Records drawn from a dataset
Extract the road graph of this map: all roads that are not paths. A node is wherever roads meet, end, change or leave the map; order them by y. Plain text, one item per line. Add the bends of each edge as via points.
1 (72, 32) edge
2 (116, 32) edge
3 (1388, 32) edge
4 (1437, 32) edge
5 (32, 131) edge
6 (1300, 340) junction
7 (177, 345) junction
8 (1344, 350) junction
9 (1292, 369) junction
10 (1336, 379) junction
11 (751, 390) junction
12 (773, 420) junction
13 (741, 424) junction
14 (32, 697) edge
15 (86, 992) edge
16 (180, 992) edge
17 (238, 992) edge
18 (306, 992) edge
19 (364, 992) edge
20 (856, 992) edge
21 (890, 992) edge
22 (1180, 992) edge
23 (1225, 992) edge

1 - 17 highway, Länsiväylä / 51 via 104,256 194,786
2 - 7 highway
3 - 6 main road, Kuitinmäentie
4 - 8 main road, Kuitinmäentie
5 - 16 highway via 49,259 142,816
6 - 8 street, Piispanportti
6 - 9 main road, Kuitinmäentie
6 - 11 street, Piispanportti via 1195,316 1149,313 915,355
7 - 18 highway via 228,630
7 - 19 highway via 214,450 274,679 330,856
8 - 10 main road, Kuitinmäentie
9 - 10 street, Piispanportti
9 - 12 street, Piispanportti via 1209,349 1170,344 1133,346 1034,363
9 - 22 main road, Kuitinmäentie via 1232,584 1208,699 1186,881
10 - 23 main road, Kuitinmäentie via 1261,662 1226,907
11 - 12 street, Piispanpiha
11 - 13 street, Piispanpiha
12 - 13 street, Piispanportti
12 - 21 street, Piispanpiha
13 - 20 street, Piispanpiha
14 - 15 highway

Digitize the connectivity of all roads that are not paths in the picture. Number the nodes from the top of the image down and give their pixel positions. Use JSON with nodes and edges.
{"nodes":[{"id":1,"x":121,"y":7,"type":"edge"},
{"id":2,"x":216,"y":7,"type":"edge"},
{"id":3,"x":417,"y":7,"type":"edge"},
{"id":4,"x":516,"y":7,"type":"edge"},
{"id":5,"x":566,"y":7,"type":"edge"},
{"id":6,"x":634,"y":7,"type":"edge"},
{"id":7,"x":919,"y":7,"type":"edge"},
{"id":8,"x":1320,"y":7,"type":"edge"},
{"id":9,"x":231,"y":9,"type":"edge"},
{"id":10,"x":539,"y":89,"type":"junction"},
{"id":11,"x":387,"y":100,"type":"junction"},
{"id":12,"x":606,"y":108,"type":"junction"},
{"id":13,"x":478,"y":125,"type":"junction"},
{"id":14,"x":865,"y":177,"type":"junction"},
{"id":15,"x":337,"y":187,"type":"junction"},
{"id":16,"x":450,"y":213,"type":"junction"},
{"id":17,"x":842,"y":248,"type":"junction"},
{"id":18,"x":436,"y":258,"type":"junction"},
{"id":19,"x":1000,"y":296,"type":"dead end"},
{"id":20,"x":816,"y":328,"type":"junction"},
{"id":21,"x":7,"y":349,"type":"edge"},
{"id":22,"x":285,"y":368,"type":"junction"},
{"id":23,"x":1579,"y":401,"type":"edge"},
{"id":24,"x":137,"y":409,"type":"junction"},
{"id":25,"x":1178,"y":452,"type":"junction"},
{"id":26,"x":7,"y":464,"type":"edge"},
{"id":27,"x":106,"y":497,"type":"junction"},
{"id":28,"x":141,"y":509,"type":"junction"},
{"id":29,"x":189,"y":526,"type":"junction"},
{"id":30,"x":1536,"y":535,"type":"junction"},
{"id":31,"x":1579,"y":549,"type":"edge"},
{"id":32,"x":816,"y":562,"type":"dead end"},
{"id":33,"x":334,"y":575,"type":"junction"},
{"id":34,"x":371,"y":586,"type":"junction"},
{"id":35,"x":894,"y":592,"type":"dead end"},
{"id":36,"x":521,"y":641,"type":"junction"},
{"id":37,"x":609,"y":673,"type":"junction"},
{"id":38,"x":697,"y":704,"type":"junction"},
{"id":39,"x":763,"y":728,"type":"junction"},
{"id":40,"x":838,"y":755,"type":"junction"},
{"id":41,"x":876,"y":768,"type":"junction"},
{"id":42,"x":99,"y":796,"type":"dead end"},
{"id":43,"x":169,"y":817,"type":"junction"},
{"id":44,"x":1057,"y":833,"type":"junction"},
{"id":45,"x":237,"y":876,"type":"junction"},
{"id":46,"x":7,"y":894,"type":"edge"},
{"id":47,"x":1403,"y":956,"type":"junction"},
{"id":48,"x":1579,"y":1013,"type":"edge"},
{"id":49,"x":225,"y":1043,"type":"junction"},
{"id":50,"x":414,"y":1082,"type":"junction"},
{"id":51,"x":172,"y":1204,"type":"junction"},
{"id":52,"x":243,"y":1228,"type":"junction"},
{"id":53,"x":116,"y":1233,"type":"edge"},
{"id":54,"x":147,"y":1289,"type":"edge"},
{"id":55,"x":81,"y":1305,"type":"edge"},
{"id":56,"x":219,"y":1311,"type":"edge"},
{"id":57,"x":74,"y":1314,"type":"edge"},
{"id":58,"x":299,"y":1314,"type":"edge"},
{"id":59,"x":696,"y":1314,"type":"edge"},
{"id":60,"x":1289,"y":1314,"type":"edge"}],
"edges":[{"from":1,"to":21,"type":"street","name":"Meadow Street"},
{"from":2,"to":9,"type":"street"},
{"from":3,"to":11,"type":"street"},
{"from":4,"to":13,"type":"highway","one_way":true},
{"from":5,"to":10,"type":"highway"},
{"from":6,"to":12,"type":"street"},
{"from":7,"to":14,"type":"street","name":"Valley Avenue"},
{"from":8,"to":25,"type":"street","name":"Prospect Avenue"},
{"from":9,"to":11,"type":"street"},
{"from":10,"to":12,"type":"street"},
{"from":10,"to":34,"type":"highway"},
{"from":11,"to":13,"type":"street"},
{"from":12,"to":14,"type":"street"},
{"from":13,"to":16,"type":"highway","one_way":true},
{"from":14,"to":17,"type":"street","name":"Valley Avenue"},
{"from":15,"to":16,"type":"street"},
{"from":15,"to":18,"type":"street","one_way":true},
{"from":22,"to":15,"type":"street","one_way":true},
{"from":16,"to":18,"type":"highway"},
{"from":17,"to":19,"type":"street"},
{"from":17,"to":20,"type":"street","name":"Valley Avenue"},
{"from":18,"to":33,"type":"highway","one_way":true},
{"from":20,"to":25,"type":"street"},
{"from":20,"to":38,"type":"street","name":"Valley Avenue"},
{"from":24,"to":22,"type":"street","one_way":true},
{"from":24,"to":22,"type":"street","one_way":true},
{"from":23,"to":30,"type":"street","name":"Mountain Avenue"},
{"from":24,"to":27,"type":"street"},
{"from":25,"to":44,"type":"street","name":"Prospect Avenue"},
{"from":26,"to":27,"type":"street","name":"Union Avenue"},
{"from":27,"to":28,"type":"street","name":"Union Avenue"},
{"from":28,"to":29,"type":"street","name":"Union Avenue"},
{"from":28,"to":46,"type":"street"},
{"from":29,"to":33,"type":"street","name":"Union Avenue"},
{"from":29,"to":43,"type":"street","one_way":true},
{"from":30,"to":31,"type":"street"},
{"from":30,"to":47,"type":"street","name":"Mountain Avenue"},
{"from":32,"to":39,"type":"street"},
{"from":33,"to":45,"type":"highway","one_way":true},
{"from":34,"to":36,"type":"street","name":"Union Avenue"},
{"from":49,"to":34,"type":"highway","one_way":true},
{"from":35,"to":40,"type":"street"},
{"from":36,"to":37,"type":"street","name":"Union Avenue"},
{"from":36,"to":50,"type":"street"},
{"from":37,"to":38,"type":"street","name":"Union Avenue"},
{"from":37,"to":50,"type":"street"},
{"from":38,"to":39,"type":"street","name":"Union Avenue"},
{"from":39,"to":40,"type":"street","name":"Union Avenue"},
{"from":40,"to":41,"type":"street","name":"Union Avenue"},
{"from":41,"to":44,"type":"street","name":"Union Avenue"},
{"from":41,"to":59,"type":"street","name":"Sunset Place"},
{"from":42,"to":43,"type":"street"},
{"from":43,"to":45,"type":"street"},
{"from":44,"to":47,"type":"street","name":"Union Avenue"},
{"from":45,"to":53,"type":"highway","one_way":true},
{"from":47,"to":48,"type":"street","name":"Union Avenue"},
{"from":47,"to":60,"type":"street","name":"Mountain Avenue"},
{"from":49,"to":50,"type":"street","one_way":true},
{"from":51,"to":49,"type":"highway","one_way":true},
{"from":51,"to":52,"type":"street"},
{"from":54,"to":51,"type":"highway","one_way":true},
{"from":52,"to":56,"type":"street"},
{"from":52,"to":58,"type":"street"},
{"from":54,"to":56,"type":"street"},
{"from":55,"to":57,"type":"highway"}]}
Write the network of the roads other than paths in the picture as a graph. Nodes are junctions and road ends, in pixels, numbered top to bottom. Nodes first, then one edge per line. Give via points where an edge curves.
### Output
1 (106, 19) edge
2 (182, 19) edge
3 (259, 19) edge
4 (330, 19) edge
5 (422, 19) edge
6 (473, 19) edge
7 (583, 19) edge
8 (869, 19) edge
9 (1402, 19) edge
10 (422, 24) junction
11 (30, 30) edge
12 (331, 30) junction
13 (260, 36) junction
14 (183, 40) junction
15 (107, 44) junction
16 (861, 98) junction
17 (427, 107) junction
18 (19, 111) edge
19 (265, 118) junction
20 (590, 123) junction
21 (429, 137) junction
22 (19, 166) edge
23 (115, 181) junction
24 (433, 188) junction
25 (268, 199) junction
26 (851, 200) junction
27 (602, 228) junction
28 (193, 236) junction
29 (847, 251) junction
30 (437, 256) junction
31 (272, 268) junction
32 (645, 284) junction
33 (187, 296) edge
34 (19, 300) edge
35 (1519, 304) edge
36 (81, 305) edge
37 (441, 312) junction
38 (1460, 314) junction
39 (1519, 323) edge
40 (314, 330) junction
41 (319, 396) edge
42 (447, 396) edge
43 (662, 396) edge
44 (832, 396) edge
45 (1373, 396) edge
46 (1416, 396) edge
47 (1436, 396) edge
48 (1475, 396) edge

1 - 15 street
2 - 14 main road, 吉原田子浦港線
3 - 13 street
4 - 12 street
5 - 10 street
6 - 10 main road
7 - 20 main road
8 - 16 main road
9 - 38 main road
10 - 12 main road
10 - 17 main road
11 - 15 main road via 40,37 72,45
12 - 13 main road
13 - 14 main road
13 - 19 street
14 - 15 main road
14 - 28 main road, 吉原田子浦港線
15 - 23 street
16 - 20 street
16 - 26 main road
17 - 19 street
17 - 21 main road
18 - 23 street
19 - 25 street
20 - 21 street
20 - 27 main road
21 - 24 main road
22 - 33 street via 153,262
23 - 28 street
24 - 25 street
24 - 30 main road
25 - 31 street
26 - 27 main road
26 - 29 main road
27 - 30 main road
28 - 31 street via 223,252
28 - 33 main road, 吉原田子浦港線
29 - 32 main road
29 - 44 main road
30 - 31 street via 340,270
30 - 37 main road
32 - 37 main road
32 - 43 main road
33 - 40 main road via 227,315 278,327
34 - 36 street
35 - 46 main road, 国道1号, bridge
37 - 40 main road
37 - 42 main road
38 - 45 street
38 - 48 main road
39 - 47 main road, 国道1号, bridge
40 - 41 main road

* [The problem]: Each line above that has the word "dead" must be copied.

* [Answer area]:
{"id":19,"x":1000,"y":296,"type":"dead end"},
{"id":32,"x":816,"y":562,"type":"dead end"},
{"id":35,"x":894,"y":592,"type":"dead end"},
{"id":42,"x":99,"y":796,"type":"dead end"},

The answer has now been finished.